• _PROBLEM DESCRIPTION_: Wherever a line in the material contains the word "arrow", copy that line.

• _DATA PROVIDED_:
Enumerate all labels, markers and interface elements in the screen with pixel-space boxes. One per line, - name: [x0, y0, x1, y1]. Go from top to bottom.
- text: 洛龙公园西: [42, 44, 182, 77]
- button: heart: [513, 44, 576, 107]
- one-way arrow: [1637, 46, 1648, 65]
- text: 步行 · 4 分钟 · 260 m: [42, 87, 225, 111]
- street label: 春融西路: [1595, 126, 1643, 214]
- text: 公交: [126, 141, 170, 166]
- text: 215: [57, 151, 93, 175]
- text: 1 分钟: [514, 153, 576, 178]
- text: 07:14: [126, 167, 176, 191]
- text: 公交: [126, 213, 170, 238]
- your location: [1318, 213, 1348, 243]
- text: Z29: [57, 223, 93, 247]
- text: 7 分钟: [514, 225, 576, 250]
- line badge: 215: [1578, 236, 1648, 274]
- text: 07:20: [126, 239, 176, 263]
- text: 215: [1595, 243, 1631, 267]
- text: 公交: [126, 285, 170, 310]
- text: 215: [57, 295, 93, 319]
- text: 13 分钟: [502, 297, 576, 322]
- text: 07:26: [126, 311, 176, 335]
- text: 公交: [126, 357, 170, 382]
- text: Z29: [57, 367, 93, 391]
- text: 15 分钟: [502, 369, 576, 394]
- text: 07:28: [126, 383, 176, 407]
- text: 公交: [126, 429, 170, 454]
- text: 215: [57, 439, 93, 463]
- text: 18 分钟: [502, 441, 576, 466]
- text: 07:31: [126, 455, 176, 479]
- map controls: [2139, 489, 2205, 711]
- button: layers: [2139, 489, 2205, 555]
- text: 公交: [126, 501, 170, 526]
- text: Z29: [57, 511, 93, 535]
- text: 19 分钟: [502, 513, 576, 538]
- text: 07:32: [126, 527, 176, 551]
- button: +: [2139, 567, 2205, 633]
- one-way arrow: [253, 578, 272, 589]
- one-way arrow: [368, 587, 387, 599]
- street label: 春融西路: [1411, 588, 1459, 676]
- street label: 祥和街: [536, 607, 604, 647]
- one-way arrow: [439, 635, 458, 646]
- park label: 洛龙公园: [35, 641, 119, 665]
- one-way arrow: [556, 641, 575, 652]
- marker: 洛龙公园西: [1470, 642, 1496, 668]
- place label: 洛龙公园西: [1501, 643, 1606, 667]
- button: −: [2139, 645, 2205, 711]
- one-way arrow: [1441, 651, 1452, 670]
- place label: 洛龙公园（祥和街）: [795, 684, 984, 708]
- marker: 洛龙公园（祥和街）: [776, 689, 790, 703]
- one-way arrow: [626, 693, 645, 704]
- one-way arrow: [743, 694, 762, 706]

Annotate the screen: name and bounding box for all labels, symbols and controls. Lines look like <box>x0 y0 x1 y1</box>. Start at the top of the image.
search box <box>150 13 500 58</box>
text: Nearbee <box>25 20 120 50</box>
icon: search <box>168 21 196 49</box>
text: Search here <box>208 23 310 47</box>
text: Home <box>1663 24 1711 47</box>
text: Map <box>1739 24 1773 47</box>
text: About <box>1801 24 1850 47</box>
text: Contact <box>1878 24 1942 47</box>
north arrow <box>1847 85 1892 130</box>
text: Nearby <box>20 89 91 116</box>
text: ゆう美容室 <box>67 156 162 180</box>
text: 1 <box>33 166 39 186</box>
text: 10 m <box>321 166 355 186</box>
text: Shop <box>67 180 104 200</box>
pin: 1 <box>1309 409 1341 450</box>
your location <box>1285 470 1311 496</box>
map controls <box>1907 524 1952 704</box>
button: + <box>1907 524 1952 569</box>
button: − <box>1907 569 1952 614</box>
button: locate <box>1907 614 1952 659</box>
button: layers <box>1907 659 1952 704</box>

• _ANSWER SPACE_:
- one-way arrow: [1637, 46, 1648, 65]
- one-way arrow: [253, 578, 272, 589]
- one-way arrow: [368, 587, 387, 599]
- one-way arrow: [439, 635, 458, 646]
- one-way arrow: [556, 641, 575, 652]
- one-way arrow: [1441, 651, 1452, 670]
- one-way arrow: [626, 693, 645, 704]
- one-way arrow: [743, 694, 762, 706]
north arrow <box>1847 85 1892 130</box>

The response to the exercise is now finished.